◆ Exercise directions
Copy out the data exactly as it appears, without a single image.

Start of Block

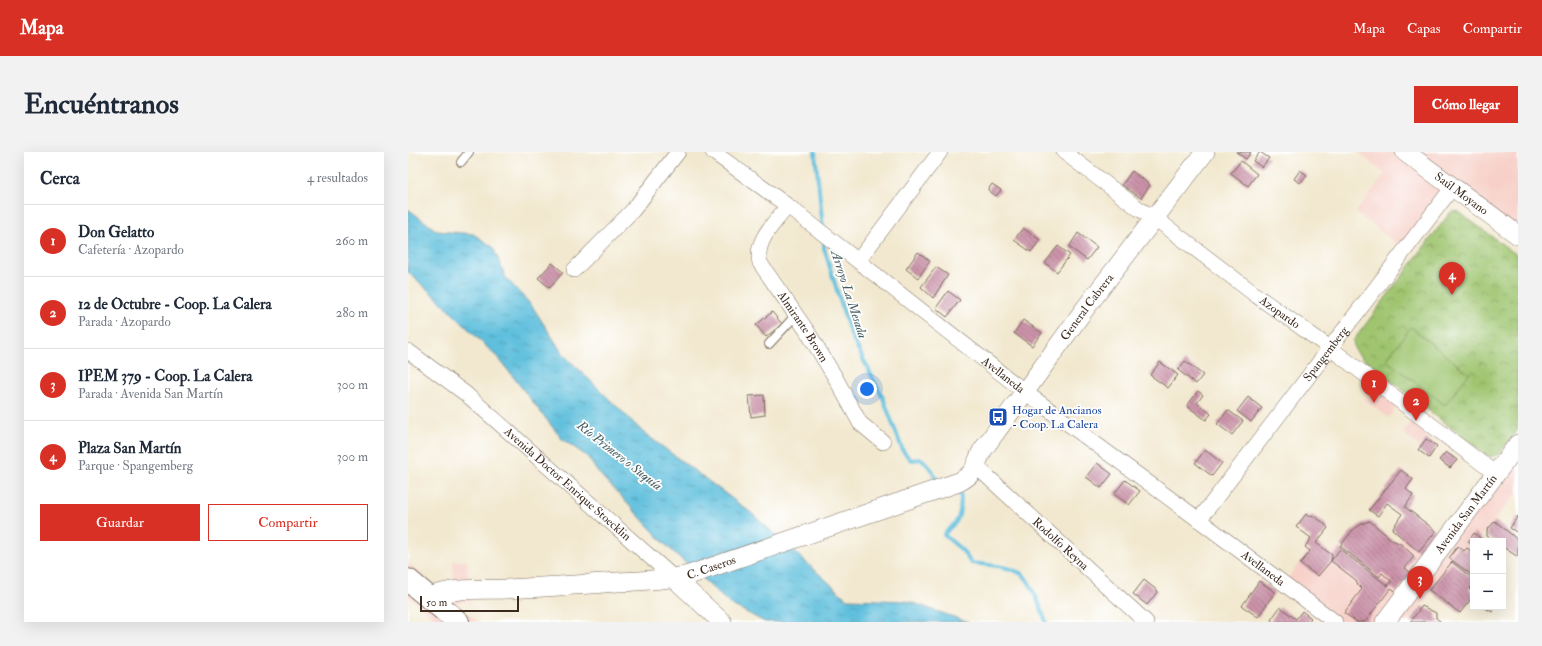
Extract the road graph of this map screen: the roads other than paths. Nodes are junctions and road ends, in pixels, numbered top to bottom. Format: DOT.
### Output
graph roads {
  1 [pos="469,152"];
  2 [pos="678,152"];
  3 [pos="713,152"];
  4 [pos="940,152"];
  5 [pos="1064,152"];
  6 [pos="1205,152"];
  7 [pos="1406,152"];
  8 [pos="461,162"];
  9 [pos="1452,188"];
  10 [pos="788,206"];
  11 [pos="1155,218"];
  12 [pos="1518,235"];
  13 [pos="858,261"];
  14 [pos="574,270"];
  15 [pos="796,315"];
  16 [pos="768,344"];
  17 [pos="1330,348"];
  18 [pos="408,351"];
  19 [pos="1025,392"];
  20 [pos="883,442"];
  21 [pos="1518,444"];
  22 [pos="976,466"];
  23 [pos="1496,474"];
  24 [pos="1199,520"];
  25 [pos="682,577"];
  26 [pos="408,580"];
  27 [pos="429,597"];
  28 [pos="458,622"];
  29 [pos="722,622"];
  30 [pos="1146,622"];
  31 [pos="1334,622"];
  32 [pos="1385,622"];
  1 -- 8 [label="lane"];
  2 -- 14 [label="street"];
  3 -- 10 [label="street, Avellaneda"];
  4 -- 13 [label="street"];
  5 -- 11 [label="street, Azopardo"];
  6 -- 11 [label="street, General Cabrera"];
  7 -- 9 [label="street, Saúl Moyano"];
  9 -- 12 [label="street, Saúl Moyano"];
  9 -- 17 [label="street, Spangemberg"];
  10 -- 13 [label="street, Avellaneda"];
  10 -- 15 [label="street, Almirante Brown"];
  11 -- 17 [label="street, Azopardo"];
  11 -- 19 [label="street, General Cabrera"];
  13 -- 19 [label="street, Avellaneda"];
  15 -- 16 [label="lane"];
  15 -- 20 [label="street, Almirante Brown"];
  17 -- 23 [label="street, Azopardo"];
  17 -- 24 [label="street, Spangemberg"];
  18 -- 25 [label="street, Avenida Doctor Enrique Stoecklin"];
  19 -- 22 [label="street, General Cabrera"];
  19 -- 24 [label="street, Avellaneda"];
  21 -- 23 [label="street, Avenida San Martín"];
  22 -- 25 [label="street, C. Caseros"];
  22 -- 30 [label="street, Rodolfo Reyna"];
  23 -- 32 [label="street, Avenida San Martín"];
  24 -- 31 [label="street, Avellaneda"];
  25 -- 27 [label="street, C. Caseros"];
  25 -- 29 [label="street, Avenida Doctor Enrique Stoecklin"];
  26 -- 27 [label="main road"];
  27 -- 28 [label="main road"];
}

End of Block

◆ Answer to the exercise
Extract the road graph of this map screen: the roads other than paths. Nodes are junctions and road ends, in pixels, numbered top to bottom. Format: DOT.
### Output
graph roads {
  1 [pos="469,152"];
  2 [pos="678,152"];
  3 [pos="713,152"];
  4 [pos="940,152"];
  5 [pos="1064,152"];
  6 [pos="1205,152"];
  7 [pos="1406,152"];
  8 [pos="461,162"];
  9 [pos="1452,188"];
  10 [pos="788,206"];
  11 [pos="1155,218"];
  12 [pos="1518,235"];
  13 [pos="858,261"];
  14 [pos="574,270"];
  15 [pos="796,315"];
  16 [pos="768,344"];
  17 [pos="1330,348"];
  18 [pos="408,351"];
  19 [pos="1025,392"];
  20 [pos="883,442"];
  21 [pos="1518,444"];
  22 [pos="976,466"];
  23 [pos="1496,474"];
  24 [pos="1199,520"];
  25 [pos="682,577"];
  26 [pos="408,580"];
  27 [pos="429,597"];
  28 [pos="458,622"];
  29 [pos="722,622"];
  30 [pos="1146,622"];
  31 [pos="1334,622"];
  32 [pos="1385,622"];
  1 -- 8 [label="lane"];
  2 -- 14 [label="street"];
  3 -- 10 [label="street, Avellaneda"];
  4 -- 13 [label="street"];
  5 -- 11 [label="street, Azopardo"];
  6 -- 11 [label="street, General Cabrera"];
  7 -- 9 [label="street, Saúl Moyano"];
  9 -- 12 [label="street, Saúl Moyano"];
  9 -- 17 [label="street, Spangemberg"];
  10 -- 13 [label="street, Avellaneda"];
  10 -- 15 [label="street, Almirante Brown"];
  11 -- 17 [label="street, Azopardo"];
  11 -- 19 [label="street, General Cabrera"];
  13 -- 19 [label="street, Avellaneda"];
  15 -- 16 [label="lane"];
  15 -- 20 [label="street, Almirante Brown"];
  17 -- 23 [label="street, Azopardo"];
  17 -- 24 [label="street, Spangemberg"];
  18 -- 25 [label="street, Avenida Doctor Enrique Stoecklin"];
  19 -- 22 [label="street, General Cabrera"];
  19 -- 24 [label="street, Avellaneda"];
  21 -- 23 [label="street, Avenida San Martín"];
  22 -- 25 [label="street, C. Caseros"];
  22 -- 30 [label="street, Rodolfo Reyna"];
  23 -- 32 [label="street, Avenida San Martín"];
  24 -- 31 [label="street, Avellaneda"];
  25 -- 27 [label="street, C. Caseros"];
  25 -- 29 [label="street, Avenida Doctor Enrique Stoecklin"];
  26 -- 27 [label="main road"];
  27 -- 28 [label="main road"];
}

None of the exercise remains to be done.